◆ Instructions to follow ◆
From the records that follow, copy every line that contains the word "edges".

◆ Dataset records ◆
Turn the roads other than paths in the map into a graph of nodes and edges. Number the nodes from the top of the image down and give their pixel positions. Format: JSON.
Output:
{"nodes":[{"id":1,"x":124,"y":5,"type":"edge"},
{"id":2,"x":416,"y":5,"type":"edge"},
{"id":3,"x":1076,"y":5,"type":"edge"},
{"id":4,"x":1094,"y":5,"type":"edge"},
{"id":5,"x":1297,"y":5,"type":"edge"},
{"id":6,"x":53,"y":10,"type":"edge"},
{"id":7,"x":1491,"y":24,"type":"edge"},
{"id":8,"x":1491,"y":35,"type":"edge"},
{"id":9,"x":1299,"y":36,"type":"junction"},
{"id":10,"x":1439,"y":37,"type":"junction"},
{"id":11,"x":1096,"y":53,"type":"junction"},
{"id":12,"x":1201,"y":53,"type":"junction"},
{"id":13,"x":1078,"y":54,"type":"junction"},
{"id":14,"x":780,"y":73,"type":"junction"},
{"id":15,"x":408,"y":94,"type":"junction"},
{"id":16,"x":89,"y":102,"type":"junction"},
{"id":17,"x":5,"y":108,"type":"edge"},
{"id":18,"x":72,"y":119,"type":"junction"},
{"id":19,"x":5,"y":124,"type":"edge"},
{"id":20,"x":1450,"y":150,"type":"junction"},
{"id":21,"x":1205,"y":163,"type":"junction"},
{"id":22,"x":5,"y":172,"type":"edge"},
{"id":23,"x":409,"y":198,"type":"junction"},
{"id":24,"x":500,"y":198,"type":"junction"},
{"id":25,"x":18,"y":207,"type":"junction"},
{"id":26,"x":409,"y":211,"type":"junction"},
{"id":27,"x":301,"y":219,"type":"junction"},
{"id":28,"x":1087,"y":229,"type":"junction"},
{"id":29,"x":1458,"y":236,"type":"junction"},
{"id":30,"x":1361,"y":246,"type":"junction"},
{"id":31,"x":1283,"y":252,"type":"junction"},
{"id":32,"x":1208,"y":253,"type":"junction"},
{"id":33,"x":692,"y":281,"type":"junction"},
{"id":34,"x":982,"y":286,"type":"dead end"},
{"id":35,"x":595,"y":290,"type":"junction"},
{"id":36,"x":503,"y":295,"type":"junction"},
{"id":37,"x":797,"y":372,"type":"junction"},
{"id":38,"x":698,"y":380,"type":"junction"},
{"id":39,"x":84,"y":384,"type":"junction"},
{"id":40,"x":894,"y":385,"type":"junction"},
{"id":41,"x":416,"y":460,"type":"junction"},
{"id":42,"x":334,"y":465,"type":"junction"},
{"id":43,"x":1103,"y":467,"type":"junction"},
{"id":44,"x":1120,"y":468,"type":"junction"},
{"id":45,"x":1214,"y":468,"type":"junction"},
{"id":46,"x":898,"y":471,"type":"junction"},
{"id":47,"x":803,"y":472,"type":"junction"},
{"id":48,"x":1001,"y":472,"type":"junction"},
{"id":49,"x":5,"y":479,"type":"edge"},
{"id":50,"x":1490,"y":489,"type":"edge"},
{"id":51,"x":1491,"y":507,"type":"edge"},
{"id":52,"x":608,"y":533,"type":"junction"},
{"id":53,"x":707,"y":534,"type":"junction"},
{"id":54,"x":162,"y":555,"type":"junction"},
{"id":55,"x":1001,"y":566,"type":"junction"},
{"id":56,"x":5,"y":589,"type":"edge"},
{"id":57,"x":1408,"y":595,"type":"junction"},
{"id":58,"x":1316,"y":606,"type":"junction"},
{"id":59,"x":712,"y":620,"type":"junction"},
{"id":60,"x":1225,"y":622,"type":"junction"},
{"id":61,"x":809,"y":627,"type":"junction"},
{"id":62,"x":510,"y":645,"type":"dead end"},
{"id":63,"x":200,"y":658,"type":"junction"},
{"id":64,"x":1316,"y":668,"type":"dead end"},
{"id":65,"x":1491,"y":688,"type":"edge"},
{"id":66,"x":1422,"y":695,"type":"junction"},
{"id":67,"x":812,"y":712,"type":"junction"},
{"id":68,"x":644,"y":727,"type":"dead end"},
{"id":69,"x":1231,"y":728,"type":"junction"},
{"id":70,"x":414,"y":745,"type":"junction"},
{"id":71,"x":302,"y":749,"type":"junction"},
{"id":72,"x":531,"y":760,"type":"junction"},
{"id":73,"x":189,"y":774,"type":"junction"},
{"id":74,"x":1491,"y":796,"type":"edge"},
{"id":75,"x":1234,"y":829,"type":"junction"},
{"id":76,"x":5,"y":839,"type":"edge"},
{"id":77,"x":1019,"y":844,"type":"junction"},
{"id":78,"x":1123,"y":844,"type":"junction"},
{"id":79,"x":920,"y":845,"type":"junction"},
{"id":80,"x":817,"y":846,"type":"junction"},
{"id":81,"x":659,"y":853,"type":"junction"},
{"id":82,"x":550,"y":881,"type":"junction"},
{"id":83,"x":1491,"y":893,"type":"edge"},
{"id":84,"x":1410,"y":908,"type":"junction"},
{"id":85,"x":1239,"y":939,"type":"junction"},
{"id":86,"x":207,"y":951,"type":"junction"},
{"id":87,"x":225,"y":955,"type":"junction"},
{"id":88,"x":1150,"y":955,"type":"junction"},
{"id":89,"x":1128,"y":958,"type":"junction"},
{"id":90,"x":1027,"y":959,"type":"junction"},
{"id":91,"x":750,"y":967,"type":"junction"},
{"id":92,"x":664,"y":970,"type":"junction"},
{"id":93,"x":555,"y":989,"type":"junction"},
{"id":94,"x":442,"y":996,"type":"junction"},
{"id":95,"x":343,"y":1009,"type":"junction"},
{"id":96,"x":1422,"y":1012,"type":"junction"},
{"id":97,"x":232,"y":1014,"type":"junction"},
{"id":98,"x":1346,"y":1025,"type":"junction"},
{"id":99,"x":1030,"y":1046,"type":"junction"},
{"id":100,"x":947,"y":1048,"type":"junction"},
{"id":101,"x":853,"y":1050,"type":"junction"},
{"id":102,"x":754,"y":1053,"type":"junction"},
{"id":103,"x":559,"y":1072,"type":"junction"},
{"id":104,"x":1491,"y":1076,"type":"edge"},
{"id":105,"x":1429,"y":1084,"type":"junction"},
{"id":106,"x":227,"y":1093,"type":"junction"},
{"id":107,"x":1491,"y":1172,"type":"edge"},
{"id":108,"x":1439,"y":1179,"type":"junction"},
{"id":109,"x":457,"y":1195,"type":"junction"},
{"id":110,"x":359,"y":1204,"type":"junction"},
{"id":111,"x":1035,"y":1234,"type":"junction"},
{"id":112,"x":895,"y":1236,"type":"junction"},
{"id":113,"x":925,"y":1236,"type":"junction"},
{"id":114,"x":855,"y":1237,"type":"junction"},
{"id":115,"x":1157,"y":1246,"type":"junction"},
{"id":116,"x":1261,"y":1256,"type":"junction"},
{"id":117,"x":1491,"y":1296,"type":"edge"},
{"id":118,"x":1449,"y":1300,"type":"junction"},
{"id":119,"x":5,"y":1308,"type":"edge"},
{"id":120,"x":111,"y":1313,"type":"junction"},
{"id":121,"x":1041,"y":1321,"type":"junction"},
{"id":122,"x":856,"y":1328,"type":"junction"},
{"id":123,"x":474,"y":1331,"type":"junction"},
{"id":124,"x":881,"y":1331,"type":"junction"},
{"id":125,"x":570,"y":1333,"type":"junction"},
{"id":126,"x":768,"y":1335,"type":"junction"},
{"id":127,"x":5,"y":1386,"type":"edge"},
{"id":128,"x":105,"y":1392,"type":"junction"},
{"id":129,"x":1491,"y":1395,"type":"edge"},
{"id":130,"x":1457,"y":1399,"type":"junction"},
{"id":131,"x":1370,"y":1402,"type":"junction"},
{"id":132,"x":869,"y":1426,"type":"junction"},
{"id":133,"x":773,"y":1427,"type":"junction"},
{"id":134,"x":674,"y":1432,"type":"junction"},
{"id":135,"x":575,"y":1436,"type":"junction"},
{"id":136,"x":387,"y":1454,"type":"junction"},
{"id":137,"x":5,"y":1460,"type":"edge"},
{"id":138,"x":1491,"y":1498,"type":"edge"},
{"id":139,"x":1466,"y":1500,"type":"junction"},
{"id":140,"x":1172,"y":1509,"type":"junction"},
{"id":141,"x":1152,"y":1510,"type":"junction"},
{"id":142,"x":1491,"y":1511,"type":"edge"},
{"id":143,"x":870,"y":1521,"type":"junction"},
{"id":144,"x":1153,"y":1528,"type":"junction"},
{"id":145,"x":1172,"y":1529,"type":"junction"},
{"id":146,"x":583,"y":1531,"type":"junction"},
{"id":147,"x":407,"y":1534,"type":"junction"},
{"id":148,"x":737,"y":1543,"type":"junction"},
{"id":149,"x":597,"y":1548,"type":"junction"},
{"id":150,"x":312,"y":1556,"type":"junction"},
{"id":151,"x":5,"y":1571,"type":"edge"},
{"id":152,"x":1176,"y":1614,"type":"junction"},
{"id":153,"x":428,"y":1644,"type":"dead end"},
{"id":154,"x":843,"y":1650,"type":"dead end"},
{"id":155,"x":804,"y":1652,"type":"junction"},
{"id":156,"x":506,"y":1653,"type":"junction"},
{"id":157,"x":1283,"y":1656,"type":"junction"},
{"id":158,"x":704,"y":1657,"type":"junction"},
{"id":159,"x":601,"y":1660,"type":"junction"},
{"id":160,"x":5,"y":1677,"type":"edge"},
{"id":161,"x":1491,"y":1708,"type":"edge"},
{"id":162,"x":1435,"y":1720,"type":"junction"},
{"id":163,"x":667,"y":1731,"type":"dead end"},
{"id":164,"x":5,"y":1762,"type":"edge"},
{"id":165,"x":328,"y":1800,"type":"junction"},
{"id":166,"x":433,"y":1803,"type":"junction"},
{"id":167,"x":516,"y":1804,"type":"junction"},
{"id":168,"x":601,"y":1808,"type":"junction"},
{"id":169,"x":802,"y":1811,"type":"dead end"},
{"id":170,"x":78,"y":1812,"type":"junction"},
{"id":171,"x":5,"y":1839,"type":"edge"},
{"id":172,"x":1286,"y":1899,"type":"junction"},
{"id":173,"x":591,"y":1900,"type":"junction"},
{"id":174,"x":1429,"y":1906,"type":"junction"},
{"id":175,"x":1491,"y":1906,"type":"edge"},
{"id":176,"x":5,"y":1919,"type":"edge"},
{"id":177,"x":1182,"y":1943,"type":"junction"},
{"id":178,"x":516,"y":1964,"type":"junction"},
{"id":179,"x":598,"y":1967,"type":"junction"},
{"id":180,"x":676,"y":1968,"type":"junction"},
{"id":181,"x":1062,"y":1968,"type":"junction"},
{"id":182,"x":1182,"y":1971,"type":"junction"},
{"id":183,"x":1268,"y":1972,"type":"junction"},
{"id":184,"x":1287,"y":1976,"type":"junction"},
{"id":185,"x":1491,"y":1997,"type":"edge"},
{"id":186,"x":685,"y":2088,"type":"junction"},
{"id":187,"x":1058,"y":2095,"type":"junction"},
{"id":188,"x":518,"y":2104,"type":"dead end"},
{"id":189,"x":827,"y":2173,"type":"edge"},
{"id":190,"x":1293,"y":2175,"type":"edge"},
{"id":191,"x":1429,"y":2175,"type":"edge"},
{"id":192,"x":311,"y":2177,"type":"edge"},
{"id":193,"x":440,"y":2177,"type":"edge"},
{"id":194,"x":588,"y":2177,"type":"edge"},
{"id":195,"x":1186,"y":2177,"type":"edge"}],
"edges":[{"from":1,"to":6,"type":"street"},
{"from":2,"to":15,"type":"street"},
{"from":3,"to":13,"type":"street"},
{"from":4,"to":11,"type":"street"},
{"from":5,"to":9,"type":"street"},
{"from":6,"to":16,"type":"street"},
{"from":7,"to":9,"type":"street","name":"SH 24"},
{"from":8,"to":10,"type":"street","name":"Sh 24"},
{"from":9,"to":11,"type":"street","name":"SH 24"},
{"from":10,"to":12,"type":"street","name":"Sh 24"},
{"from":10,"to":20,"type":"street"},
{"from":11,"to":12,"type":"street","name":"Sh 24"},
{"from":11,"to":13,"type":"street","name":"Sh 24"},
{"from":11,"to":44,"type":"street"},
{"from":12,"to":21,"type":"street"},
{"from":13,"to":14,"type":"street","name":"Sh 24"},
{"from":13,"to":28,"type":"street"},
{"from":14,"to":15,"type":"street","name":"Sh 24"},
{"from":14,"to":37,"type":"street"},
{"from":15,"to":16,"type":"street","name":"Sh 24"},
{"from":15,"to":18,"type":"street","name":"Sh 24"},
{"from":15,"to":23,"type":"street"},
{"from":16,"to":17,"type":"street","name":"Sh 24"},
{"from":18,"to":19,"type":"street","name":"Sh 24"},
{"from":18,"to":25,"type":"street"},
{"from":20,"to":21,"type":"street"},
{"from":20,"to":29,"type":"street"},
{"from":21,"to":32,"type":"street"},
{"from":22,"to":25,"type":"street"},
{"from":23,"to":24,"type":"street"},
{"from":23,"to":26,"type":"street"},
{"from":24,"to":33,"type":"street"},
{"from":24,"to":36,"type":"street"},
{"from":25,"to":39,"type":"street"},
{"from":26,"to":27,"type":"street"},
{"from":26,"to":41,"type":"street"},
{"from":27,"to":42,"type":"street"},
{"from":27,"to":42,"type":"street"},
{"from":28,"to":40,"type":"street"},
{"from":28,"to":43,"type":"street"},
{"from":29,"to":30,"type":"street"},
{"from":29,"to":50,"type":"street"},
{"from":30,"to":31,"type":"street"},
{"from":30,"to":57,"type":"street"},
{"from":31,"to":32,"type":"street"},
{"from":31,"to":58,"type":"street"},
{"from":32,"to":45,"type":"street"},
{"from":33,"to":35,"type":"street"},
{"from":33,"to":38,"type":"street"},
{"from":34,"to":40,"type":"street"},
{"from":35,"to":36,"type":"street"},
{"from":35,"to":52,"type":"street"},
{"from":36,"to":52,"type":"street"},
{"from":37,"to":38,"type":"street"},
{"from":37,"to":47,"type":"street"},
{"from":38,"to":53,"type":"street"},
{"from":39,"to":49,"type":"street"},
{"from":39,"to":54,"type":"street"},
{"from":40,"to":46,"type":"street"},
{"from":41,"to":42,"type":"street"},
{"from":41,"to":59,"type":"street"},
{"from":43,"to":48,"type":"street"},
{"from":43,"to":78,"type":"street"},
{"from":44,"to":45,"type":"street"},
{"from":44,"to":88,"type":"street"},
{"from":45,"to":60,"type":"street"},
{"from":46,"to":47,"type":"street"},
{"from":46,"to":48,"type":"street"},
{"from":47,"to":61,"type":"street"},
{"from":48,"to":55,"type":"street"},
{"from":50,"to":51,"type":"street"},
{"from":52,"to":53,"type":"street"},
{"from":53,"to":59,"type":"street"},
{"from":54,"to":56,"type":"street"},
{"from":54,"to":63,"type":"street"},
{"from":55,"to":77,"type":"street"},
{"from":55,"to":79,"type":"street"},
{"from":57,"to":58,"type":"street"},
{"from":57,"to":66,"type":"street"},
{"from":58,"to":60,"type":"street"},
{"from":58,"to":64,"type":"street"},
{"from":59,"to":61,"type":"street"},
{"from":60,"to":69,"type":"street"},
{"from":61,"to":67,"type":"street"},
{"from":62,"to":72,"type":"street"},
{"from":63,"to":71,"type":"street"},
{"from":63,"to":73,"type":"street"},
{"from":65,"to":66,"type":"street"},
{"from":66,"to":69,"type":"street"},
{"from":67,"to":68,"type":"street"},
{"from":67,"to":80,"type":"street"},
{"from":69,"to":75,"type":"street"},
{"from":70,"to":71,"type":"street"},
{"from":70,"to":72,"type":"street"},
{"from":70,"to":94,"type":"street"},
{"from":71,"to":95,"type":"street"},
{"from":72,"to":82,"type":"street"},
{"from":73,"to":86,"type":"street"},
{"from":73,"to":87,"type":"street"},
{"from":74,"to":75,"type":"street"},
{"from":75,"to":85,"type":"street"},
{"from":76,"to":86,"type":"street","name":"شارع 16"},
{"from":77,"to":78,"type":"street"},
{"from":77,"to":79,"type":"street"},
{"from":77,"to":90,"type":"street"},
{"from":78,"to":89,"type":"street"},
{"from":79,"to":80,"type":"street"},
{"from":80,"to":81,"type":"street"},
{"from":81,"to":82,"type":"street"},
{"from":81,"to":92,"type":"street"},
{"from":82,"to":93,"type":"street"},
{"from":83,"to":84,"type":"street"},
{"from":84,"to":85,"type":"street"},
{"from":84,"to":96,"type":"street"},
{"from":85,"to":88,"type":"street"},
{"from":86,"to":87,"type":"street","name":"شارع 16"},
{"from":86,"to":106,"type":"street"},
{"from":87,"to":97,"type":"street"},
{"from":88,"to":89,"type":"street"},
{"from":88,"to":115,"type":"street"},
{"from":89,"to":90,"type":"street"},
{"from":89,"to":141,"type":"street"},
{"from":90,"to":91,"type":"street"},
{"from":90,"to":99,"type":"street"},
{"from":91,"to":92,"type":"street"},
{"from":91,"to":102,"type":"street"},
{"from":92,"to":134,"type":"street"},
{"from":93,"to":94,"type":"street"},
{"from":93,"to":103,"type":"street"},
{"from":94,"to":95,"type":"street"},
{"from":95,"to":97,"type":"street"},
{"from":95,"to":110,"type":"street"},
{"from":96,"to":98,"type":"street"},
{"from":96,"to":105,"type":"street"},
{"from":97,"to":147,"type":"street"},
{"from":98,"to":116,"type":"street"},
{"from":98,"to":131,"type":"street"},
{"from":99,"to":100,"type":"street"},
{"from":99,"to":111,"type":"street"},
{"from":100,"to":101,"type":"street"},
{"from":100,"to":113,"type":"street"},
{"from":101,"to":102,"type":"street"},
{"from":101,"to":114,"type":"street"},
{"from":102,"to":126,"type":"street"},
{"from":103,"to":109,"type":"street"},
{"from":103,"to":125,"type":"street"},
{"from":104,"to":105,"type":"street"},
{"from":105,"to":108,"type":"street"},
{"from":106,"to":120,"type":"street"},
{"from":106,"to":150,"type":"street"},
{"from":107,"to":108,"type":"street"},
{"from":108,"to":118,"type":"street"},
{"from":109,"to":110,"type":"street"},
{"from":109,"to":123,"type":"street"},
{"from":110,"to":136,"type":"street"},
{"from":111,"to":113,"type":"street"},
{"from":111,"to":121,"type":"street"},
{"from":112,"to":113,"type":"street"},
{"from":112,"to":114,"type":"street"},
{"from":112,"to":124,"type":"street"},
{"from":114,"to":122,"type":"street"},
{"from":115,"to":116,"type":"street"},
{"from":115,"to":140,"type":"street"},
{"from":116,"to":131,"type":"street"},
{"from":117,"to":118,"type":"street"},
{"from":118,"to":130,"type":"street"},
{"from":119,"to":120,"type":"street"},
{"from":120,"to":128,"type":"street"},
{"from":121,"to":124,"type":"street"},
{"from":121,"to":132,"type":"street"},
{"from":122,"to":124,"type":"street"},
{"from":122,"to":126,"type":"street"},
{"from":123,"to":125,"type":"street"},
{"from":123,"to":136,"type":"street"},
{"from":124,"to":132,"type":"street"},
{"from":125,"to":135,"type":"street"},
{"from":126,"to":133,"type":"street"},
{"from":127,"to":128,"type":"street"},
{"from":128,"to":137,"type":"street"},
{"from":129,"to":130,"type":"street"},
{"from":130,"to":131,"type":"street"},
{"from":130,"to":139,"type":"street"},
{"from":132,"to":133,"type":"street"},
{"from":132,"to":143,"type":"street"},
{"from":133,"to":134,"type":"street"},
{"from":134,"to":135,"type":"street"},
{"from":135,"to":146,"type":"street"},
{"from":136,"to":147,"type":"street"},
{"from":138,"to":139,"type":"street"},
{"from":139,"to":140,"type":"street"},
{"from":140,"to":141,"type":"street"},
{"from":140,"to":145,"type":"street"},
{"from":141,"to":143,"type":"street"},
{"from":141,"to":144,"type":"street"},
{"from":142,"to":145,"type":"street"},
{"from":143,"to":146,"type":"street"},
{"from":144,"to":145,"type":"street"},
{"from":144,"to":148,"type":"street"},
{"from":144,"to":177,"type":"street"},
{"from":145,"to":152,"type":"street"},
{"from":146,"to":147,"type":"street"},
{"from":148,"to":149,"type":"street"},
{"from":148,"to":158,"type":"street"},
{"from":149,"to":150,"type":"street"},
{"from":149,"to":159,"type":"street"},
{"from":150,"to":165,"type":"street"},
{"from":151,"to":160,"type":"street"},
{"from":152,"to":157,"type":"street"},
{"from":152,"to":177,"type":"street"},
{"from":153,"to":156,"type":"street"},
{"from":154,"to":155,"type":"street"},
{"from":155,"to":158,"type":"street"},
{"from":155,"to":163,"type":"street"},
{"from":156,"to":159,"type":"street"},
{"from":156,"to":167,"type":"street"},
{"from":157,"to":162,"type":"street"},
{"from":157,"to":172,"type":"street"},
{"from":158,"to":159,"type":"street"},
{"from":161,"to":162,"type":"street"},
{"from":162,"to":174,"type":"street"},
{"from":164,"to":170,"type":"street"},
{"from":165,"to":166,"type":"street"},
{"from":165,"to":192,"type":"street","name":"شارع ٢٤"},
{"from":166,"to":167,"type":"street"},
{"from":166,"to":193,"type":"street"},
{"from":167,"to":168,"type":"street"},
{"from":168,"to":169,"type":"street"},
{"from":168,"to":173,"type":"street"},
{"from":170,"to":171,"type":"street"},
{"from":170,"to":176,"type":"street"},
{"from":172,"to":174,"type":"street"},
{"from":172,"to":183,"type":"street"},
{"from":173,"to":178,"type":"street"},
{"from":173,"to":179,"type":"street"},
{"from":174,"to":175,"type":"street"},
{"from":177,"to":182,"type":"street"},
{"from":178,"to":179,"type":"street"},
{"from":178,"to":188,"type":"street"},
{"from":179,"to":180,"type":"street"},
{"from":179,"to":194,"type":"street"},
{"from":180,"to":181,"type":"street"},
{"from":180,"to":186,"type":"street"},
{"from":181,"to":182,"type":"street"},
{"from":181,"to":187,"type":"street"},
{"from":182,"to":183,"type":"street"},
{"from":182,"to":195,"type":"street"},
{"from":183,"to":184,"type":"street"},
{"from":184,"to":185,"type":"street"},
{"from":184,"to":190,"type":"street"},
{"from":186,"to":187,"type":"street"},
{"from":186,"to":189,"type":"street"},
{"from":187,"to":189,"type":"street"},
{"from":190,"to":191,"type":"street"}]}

◆ Result ◆
Turn the roads other than paths in the map into a graph of nodes and edges. Number the nodes from the top of the image down and give their pixel positions. Format: JSON.
"edges":[{"from":1,"to":6,"type":"street"},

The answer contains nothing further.